**Your goal**
Within the data below, copy each line where the string "dead" is found.

**Working data**
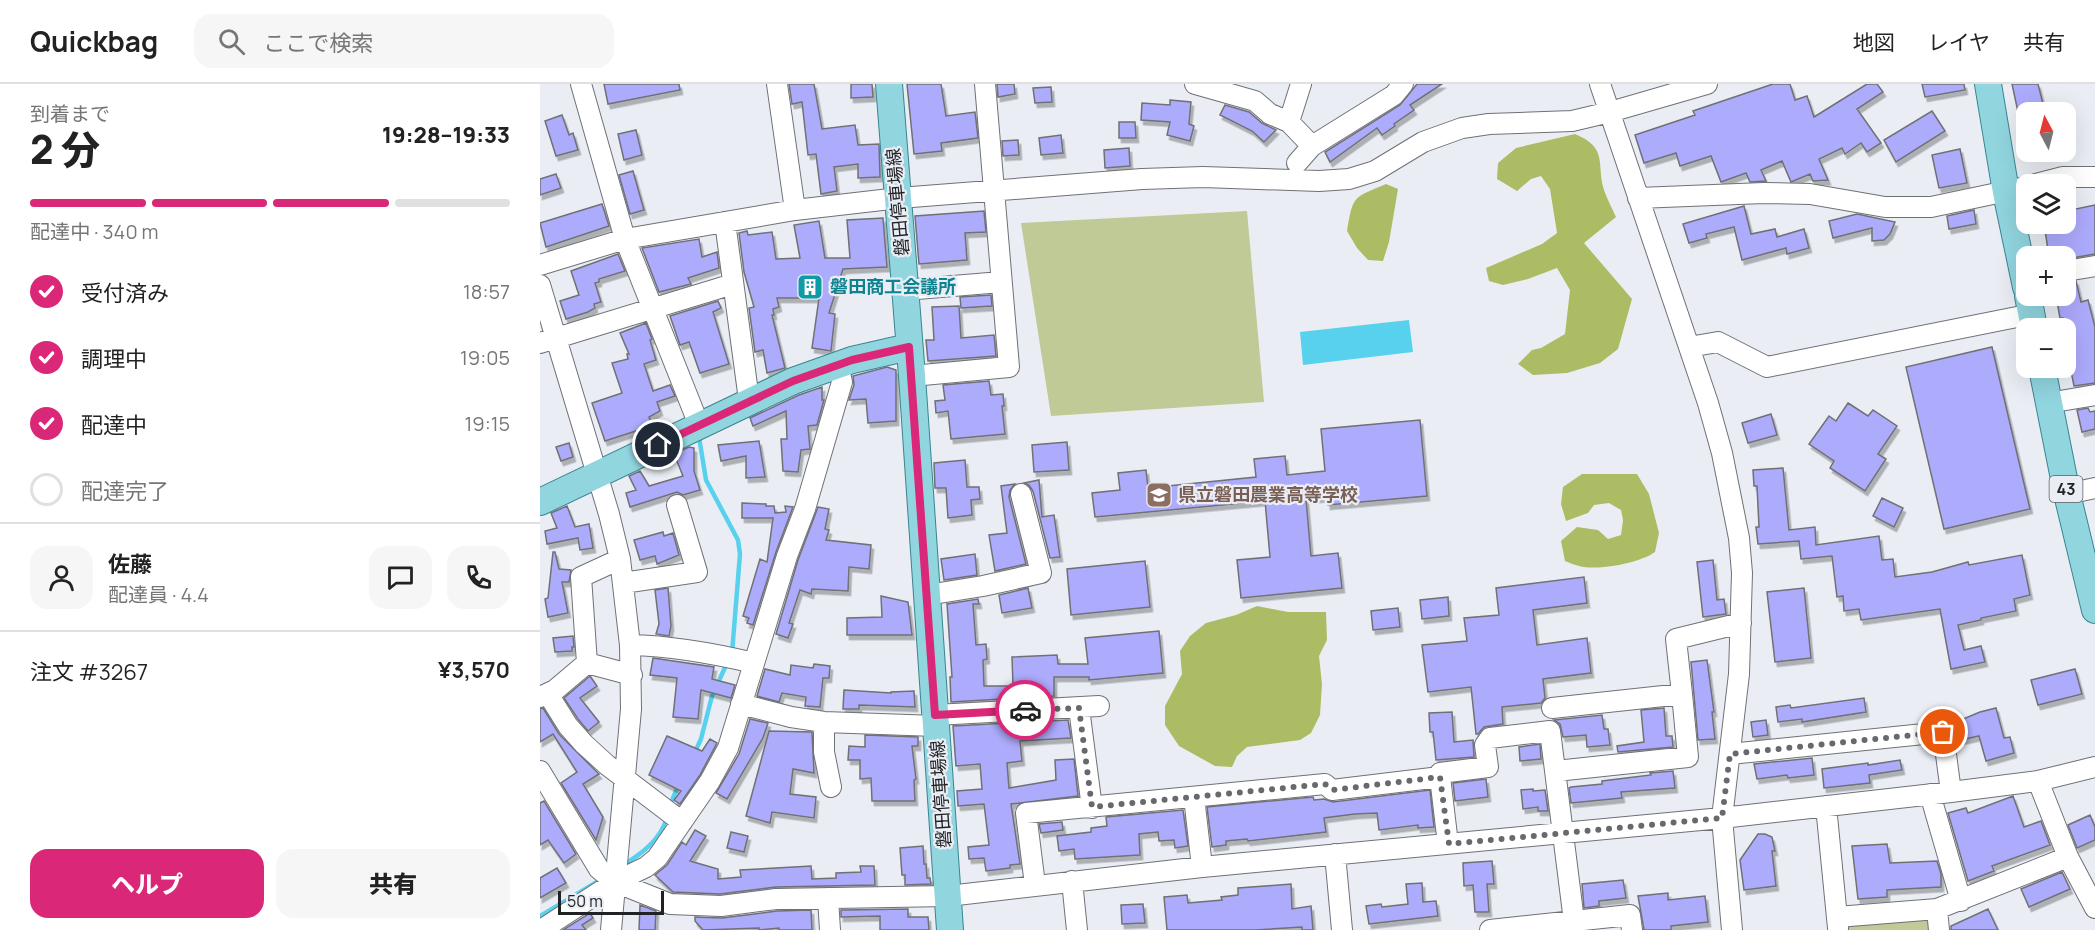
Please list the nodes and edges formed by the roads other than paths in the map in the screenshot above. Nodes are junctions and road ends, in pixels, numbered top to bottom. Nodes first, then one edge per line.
1 (581, 84) edge
2 (777, 84) edge
3 (889, 84) edge
4 (985, 84) edge
5 (1195, 84) edge
6 (1301, 84) edge
7 (1404, 84) edge
8 (1600, 84) edge
9 (1707, 84) edge
10 (1988, 84) edge
11 (1610, 112) junction
12 (1289, 123) junction
13 (1312, 146) junction
14 (1297, 163) dead end
15 (2076, 177) edge
16 (2095, 177) edge
17 (2016, 190) edge
18 (993, 191) junction
19 (898, 198) junction
20 (1638, 198) junction
21 (795, 210) junction
22 (725, 222) junction
23 (625, 239) junction
24 (540, 265) edge
25 (2095, 266) edge
26 (2076, 269) edge
27 (1001, 282) junction
28 (733, 284) junction
29 (540, 285) edge
30 (905, 290) junction
31 (2016, 300) edge
32 (653, 309) junction
33 (548, 341) edge
34 (909, 347) junction
35 (1689, 347) junction
36 (838, 365) junction
37 (912, 376) junction
38 (2044, 378) edge
39 (2095, 395) edge
40 (749, 400) junction
41 (2048, 403) junction
42 (699, 425) junction
43 (596, 475) junction
44 (2095, 488) edge
45 (1021, 494) dead end
46 (2067, 494) junction
47 (540, 502) edge
48 (677, 505) dead end
49 (620, 559) junction
50 (623, 583) junction
51 (927, 595) junction
52 (2095, 610) edge
53 (1741, 623) junction
54 (630, 645) junction
55 (587, 663) junction
56 (754, 663) junction
57 (632, 675) junction
58 (1682, 694) junction
59 (544, 696) edge
60 (741, 704) junction
61 (1099, 706) dead end
62 (1079, 708) junction
63 (1552, 708) dead end
64 (935, 721) junction
65 (824, 722) junction
66 (1730, 754) junction
67 (2095, 767) edge
68 (540, 771) edge
69 (1556, 771) junction
70 (1440, 777) junction
71 (625, 778) junction
72 (2037, 781) junction
73 (831, 787) dead end
74 (1951, 792) junction
75 (1930, 795) junction
76 (1194, 797) junction
77 (1826, 806) junction
78 (1092, 807) junction
79 (1722, 818) junction
80 (682, 822) junction
81 (1564, 833) junction
82 (1449, 844) junction
83 (1335, 854) junction
84 (2068, 857) junction
85 (1202, 867) junction
86 (1072, 881) junction
87 (615, 882) junction
88 (1035, 885) junction
89 (948, 896) junction
90 (828, 898) junction
91 (1961, 901) junction
92 (2095, 908) edge
93 (1937, 909) junction
94 (1574, 921) junction
95 (1838, 923) edge
96 (541, 930) edge
97 (611, 930) edge
98 (830, 930) edge
99 (950, 930) edge
100 (1077, 930) edge
101 (1342, 930) edge
102 (1490, 930) edge
103 (1632, 930) edge
104 (1732, 930) edge
105 (1939, 930) edge

1 - 23 street
2 - 21 street
3 - 19 main road, 磐田停車場線
4 - 18 street
5 - 12 street
6 - 12 street
7 - 13 street
8 - 11 street
9 - 11 street
10 - 17 main road
11 - 18 street
11 - 20 street
12 - 13 street
13 - 14 street
15 - 16 street
17 - 20 street
18 - 19 street
18 - 27 street
19 - 21 street
19 - 30 main road, 磐田停車場線
20 - 35 street
21 - 22 street
22 - 23 street
22 - 28 street
23 - 24 street
23 - 32 street
25 - 26 street
27 - 30 street
27 - 37 street
28 - 32 street
28 - 40 street
29 - 33 street
30 - 34 main road, 磐田停車場線
31 - 35 street
32 - 33 street
32 - 42 street
33 - 43 street
34 - 36 main road
34 - 37 main road, 磐田停車場線
35 - 53 street
36 - 40 main road
36 - 56 street
37 - 51 main road, 磐田停車場線
38 - 41 main road, 43
39 - 41 street
40 - 42 main road
41 - 46 main road, 43
42 - 43 main road
43 - 47 main road
43 - 49 street
44 - 46 street
45 - 51 street
46 - 52 main road, 43
48 - 50 street
49 - 50 street
49 - 55 street
50 - 54 street
51 - 64 main road, 磐田停車場線
53 - 58 street
53 - 66 street
54 - 56 street
54 - 57 street
55 - 57 street
55 - 59 street
56 - 60 street
57 - 71 street
58 - 63 street
58 - 69 street
59 - 71 street
60 - 65 street
60 - 80 street
61 - 62 street
62 - 64 street
62 - 78 street
64 - 65 street
64 - 89 main road, 磐田停車場線
65 - 73 street
66 - 74 street
66 - 79 street
67 - 72 street
68 - 87 street
69 - 70 street
69 - 81 street
70 - 76 street
70 - 82 street
71 - 80 street
71 - 87 street
72 - 74 street
72 - 84 street
74 - 75 street
75 - 77 street
75 - 91 street
76 - 78 street
76 - 85 street
77 - 79 street
77 - 95 street
78 - 88 street
79 - 81 street
79 - 104 street
80 - 87 street
81 - 82 street
81 - 94 street
82 - 83 street
83 - 85 street
83 - 101 street
84 - 91 street
84 - 92 street
85 - 86 street
86 - 88 street
86 - 100 street
87 - 90 street
87 - 96 street
87 - 97 street
88 - 89 street
89 - 90 street
89 - 99 main road, 磐田停車場線
90 - 98 street
91 - 93 street
93 - 95 street
93 - 105 street
94 - 102 street
94 - 103 street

**Answer box**
14 (1297, 163) dead end
45 (1021, 494) dead end
48 (677, 505) dead end
61 (1099, 706) dead end
63 (1552, 708) dead end
73 (831, 787) dead end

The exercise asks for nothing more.